### Exercise data

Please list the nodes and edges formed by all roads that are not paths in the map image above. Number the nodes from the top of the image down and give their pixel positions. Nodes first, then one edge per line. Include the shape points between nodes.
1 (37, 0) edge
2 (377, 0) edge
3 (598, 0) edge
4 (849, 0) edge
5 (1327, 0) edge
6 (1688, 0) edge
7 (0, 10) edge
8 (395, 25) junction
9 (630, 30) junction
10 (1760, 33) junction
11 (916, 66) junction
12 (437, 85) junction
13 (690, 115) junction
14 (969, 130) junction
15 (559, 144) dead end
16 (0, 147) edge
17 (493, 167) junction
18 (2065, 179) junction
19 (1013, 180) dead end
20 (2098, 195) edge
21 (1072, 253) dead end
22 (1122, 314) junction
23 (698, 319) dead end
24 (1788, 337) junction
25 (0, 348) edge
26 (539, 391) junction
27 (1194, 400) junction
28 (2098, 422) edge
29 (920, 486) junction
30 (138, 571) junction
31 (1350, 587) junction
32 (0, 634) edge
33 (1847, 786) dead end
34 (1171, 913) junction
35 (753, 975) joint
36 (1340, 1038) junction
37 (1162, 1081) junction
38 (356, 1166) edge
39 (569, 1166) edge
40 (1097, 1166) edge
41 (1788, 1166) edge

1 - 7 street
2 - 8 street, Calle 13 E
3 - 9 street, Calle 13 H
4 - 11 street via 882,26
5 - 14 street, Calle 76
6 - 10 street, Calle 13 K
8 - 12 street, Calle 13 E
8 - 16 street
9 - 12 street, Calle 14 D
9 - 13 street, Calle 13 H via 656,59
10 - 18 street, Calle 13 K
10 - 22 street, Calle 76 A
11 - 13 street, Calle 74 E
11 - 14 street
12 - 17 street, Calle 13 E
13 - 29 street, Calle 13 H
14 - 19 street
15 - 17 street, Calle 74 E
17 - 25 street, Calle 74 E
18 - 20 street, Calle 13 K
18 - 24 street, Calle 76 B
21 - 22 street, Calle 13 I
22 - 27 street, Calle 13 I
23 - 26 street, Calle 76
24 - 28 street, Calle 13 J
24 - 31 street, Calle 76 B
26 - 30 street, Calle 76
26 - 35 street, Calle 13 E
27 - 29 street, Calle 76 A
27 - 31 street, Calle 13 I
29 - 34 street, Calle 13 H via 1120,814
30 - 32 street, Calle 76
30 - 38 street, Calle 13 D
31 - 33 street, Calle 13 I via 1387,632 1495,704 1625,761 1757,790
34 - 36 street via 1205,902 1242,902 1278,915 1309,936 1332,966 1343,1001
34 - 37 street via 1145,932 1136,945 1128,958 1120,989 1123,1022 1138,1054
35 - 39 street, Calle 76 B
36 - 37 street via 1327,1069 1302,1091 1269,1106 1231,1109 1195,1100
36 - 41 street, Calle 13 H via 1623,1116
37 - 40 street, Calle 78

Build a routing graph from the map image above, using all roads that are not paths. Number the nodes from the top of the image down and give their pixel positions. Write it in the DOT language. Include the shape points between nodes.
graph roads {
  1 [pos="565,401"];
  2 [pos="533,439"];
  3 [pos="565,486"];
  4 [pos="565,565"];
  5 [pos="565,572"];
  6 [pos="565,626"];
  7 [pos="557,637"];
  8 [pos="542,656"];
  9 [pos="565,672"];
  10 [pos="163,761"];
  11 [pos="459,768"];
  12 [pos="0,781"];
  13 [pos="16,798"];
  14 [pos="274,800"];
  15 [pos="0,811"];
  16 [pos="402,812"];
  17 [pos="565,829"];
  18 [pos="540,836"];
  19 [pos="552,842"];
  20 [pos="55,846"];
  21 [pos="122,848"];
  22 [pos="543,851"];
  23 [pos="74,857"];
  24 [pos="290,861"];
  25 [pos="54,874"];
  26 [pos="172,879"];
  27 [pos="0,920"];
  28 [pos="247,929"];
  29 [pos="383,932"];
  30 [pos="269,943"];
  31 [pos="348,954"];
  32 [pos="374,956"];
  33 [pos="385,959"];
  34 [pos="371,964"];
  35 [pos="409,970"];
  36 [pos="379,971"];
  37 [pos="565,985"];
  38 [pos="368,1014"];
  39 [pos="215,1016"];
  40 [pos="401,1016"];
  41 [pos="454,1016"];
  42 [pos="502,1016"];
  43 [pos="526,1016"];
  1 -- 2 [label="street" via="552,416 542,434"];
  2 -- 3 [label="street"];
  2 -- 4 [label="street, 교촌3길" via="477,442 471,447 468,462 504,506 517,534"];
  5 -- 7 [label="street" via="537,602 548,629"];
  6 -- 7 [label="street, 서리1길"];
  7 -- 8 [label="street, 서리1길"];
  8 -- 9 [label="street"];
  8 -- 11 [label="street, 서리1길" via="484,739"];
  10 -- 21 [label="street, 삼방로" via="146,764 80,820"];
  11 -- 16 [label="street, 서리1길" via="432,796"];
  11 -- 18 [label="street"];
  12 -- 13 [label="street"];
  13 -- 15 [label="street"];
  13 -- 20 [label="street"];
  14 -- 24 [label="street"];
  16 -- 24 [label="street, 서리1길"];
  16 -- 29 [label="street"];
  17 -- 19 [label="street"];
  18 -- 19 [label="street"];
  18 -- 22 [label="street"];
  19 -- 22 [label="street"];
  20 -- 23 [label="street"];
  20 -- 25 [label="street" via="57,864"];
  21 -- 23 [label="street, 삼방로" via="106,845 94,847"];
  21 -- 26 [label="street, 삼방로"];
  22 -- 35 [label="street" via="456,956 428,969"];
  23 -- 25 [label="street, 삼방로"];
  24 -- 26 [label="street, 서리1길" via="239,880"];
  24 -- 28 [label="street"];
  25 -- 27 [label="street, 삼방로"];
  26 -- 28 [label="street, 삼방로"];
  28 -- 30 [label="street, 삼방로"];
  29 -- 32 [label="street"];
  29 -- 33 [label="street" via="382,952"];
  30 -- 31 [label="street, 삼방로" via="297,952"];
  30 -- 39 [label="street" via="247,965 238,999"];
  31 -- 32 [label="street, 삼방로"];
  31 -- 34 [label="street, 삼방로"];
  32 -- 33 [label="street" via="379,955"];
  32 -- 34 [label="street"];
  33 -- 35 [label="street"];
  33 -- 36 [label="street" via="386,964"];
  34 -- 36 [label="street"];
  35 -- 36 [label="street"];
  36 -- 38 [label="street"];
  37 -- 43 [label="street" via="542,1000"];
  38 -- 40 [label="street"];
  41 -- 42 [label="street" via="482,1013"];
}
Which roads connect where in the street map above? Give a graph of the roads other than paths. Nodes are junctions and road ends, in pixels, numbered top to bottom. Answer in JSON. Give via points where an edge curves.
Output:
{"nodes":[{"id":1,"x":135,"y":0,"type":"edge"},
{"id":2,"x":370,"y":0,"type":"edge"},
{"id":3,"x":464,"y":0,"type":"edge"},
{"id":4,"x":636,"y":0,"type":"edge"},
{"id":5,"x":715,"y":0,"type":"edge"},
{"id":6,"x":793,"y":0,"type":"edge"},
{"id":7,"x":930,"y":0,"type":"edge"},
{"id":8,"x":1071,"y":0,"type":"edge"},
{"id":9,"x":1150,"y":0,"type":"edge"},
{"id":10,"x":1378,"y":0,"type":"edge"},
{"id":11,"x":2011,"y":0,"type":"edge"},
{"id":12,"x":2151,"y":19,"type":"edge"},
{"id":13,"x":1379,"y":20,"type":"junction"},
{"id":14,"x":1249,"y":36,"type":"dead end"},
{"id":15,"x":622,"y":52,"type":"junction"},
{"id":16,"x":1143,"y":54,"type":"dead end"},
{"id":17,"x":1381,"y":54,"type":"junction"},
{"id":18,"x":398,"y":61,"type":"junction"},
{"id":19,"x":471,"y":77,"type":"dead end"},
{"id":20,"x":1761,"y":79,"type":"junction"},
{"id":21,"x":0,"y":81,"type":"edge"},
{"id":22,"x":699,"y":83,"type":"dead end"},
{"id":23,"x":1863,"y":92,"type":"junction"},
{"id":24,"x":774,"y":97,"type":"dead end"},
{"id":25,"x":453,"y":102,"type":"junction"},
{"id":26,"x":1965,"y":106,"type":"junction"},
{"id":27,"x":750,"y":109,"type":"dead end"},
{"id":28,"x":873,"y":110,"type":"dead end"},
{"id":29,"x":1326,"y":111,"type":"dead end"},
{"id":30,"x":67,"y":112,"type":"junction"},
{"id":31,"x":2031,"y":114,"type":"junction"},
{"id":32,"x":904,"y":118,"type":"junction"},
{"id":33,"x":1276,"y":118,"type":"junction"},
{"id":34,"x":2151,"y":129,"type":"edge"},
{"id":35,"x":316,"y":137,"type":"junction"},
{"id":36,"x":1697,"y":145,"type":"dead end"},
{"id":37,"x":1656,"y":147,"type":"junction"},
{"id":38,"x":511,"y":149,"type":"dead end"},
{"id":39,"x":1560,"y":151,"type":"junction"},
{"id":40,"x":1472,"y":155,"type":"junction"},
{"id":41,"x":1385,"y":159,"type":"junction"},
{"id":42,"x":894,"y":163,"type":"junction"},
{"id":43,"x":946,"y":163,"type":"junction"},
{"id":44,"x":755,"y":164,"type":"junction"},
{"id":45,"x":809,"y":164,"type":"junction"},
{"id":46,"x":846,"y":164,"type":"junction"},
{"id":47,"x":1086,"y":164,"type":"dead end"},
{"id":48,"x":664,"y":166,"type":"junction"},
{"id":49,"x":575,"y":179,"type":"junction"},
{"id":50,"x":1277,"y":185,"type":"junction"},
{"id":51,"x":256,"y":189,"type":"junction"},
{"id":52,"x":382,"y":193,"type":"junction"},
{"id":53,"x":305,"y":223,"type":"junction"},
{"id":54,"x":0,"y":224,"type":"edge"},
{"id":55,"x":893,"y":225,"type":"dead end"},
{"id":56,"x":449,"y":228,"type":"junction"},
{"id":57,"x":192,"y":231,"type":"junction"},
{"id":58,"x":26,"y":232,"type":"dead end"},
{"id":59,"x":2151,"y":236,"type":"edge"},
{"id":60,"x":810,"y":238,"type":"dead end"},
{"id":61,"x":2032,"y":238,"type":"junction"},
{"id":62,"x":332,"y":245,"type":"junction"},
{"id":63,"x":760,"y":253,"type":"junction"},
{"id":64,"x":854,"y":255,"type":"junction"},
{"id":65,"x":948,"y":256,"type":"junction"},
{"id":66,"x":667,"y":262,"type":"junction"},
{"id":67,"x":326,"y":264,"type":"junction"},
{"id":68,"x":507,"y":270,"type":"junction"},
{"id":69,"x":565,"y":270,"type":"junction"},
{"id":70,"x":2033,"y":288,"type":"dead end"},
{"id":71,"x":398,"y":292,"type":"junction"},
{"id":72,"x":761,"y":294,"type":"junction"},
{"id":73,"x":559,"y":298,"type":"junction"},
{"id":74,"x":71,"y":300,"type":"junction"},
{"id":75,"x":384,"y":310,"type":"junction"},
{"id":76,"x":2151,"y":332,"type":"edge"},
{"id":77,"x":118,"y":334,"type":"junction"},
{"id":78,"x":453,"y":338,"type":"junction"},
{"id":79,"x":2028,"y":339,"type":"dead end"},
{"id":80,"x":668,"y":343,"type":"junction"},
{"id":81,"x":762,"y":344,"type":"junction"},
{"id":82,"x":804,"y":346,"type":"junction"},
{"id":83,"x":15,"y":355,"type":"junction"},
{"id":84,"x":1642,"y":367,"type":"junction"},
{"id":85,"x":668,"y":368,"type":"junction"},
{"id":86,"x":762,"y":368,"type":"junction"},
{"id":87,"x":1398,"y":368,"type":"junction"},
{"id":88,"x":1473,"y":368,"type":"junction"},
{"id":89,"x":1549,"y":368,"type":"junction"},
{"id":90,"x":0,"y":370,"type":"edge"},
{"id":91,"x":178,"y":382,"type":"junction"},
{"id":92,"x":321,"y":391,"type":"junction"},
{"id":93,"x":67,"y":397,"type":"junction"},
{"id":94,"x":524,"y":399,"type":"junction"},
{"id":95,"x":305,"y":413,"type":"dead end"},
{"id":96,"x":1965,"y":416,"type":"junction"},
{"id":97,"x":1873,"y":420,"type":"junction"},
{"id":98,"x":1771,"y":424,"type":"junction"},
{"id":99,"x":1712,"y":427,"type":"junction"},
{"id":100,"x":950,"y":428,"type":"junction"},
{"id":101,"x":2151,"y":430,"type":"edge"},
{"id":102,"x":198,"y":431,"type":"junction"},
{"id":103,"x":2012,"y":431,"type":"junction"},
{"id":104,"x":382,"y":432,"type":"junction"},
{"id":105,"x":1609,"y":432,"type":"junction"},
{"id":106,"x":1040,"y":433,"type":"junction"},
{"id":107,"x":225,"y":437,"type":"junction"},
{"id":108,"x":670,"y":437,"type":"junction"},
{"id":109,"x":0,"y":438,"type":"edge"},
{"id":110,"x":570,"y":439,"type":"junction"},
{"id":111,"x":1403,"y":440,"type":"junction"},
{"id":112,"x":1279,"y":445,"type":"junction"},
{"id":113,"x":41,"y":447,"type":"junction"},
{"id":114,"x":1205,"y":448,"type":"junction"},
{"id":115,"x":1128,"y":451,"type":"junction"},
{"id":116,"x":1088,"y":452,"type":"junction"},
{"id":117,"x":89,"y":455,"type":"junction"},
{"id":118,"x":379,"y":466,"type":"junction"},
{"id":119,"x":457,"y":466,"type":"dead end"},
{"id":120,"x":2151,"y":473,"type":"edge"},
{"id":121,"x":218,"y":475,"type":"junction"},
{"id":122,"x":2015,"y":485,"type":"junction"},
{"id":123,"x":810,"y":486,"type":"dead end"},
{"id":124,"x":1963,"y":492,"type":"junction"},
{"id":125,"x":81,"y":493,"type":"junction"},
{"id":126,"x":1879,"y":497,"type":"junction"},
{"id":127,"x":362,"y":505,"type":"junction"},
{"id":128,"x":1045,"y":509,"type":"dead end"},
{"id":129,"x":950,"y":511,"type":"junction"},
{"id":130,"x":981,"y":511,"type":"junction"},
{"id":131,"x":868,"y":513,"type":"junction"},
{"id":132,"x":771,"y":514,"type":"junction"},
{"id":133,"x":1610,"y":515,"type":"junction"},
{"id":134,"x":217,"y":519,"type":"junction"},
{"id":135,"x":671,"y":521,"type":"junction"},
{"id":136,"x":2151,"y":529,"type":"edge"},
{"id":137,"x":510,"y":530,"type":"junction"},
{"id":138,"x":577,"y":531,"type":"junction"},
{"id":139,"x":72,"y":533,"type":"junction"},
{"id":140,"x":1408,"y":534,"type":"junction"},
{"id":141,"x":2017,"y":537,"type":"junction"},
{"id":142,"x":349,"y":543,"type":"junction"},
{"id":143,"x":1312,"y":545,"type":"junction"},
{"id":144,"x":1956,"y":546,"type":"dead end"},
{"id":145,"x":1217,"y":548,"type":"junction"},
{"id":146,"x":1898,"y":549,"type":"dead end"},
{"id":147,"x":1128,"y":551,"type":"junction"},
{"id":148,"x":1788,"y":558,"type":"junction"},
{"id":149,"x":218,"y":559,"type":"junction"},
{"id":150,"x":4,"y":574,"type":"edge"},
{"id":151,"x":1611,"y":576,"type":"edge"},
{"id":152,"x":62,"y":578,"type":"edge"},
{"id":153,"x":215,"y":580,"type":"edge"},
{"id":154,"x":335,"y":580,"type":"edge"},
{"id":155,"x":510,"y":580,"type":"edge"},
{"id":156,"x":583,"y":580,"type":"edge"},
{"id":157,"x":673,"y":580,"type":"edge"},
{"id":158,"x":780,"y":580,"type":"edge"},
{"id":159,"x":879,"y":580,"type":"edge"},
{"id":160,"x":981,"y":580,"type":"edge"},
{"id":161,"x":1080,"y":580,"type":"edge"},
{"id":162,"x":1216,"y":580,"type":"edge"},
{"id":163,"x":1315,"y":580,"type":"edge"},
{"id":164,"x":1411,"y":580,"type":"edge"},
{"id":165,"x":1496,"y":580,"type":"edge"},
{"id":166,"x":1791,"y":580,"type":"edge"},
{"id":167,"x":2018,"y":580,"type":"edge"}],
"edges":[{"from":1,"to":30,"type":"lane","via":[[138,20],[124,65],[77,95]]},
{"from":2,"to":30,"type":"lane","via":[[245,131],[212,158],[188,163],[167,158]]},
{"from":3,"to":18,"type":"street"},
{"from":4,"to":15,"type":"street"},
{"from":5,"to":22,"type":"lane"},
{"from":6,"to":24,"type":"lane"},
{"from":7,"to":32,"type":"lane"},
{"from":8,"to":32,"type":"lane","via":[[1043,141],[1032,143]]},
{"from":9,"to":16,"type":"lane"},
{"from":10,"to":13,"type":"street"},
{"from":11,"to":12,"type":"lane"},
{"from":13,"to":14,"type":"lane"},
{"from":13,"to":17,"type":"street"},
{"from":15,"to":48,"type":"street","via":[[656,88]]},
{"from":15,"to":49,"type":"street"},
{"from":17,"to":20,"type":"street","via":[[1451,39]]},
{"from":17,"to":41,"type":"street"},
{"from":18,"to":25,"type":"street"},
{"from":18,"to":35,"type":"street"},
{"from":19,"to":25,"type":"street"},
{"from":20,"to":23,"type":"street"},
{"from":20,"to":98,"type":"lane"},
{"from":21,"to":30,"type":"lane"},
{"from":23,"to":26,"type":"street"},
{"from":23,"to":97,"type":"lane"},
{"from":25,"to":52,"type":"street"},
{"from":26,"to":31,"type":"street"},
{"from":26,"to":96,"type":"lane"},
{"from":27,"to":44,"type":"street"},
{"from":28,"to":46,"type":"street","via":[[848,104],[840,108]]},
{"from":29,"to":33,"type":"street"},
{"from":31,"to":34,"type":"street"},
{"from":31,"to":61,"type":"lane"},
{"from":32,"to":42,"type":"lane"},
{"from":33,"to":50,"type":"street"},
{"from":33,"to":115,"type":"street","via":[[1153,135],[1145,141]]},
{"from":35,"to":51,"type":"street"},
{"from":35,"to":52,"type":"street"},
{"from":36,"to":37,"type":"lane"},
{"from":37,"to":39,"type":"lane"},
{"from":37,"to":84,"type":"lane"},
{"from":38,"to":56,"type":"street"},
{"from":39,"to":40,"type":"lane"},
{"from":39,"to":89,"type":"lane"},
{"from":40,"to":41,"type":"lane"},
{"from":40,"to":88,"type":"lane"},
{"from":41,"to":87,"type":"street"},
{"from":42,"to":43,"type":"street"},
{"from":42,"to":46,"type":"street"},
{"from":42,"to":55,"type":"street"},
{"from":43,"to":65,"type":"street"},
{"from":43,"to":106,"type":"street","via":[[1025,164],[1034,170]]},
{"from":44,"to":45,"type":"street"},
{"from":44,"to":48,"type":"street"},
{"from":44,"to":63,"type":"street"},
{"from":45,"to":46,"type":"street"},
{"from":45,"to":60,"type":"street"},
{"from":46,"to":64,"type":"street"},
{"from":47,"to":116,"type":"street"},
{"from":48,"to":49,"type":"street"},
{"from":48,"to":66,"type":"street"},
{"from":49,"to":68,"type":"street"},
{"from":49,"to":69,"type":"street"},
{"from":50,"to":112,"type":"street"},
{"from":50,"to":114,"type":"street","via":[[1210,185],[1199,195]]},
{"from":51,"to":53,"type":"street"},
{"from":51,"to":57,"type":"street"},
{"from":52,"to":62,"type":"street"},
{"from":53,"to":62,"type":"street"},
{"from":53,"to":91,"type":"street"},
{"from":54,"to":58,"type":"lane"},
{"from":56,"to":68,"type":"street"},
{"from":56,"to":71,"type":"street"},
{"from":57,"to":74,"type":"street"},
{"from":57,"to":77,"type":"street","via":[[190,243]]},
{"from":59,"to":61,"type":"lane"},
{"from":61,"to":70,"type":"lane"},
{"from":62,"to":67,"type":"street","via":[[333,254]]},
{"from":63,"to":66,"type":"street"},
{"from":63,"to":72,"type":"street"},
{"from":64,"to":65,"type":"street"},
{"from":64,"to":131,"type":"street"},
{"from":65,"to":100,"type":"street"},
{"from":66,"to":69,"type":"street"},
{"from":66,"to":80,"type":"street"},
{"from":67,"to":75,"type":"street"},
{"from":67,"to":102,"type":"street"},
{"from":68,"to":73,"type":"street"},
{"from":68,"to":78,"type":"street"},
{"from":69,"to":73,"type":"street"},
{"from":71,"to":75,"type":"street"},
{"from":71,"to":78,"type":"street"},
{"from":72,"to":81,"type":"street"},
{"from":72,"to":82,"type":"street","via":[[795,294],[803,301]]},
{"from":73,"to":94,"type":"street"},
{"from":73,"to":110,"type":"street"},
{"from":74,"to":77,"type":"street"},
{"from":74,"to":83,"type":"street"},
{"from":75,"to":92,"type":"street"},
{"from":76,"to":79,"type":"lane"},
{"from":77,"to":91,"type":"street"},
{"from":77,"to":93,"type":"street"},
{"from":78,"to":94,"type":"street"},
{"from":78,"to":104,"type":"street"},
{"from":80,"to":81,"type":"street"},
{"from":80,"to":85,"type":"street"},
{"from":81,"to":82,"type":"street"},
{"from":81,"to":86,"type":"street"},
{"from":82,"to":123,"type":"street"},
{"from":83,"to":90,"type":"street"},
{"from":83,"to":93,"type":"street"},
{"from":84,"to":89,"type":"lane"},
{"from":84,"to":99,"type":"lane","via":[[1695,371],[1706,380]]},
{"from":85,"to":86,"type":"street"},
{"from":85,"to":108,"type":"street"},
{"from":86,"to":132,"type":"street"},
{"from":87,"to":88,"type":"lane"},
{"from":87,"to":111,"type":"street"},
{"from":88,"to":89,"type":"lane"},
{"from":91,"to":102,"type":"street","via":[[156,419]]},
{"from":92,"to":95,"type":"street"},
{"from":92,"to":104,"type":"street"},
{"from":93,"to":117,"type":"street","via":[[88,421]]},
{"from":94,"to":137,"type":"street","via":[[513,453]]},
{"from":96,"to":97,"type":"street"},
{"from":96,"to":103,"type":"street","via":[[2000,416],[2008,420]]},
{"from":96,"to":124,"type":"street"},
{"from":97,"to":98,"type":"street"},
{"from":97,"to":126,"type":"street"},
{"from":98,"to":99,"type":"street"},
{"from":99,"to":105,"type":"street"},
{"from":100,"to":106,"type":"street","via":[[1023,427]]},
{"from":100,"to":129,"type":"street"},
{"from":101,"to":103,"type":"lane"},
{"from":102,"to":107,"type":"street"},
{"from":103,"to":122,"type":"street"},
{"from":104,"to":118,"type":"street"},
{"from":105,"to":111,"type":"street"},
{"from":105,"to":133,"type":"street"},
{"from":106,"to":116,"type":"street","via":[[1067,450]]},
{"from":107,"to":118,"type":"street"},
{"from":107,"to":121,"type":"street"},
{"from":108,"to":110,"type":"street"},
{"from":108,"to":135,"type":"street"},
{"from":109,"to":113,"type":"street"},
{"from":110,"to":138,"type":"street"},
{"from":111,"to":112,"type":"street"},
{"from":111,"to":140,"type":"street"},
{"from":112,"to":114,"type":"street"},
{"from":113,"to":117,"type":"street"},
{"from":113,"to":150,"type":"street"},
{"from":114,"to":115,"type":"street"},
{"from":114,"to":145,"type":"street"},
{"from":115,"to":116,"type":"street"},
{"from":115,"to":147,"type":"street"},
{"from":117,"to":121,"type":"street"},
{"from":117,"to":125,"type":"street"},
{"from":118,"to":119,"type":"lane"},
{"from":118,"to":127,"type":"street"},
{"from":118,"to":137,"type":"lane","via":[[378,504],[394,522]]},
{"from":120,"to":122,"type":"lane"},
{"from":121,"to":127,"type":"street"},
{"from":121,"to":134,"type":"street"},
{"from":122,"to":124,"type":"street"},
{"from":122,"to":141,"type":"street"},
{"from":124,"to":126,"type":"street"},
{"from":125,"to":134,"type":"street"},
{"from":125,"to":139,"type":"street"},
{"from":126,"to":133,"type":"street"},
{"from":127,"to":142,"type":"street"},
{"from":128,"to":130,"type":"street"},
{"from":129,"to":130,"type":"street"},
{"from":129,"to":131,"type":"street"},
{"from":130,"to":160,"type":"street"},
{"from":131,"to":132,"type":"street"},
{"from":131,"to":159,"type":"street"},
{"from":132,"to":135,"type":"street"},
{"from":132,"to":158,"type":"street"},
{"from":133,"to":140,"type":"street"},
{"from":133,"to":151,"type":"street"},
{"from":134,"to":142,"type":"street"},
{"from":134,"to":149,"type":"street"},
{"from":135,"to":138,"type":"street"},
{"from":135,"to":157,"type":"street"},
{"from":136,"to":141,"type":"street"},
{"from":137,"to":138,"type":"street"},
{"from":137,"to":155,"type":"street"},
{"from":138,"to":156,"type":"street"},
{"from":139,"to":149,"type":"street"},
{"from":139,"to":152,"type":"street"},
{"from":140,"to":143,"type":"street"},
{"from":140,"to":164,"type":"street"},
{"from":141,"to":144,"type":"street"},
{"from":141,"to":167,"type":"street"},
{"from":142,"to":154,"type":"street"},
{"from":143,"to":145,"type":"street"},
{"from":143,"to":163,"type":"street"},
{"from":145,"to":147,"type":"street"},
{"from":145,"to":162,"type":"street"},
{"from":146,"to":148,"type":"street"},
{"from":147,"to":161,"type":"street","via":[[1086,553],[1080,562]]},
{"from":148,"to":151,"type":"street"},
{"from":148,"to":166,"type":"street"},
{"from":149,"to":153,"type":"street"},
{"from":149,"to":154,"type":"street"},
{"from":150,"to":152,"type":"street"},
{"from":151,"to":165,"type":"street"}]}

######

▸ **Assignment**: Where a line in the records above holds the string "edges", it counts toward the total; give that total alone.

▸ **Your solution**: 2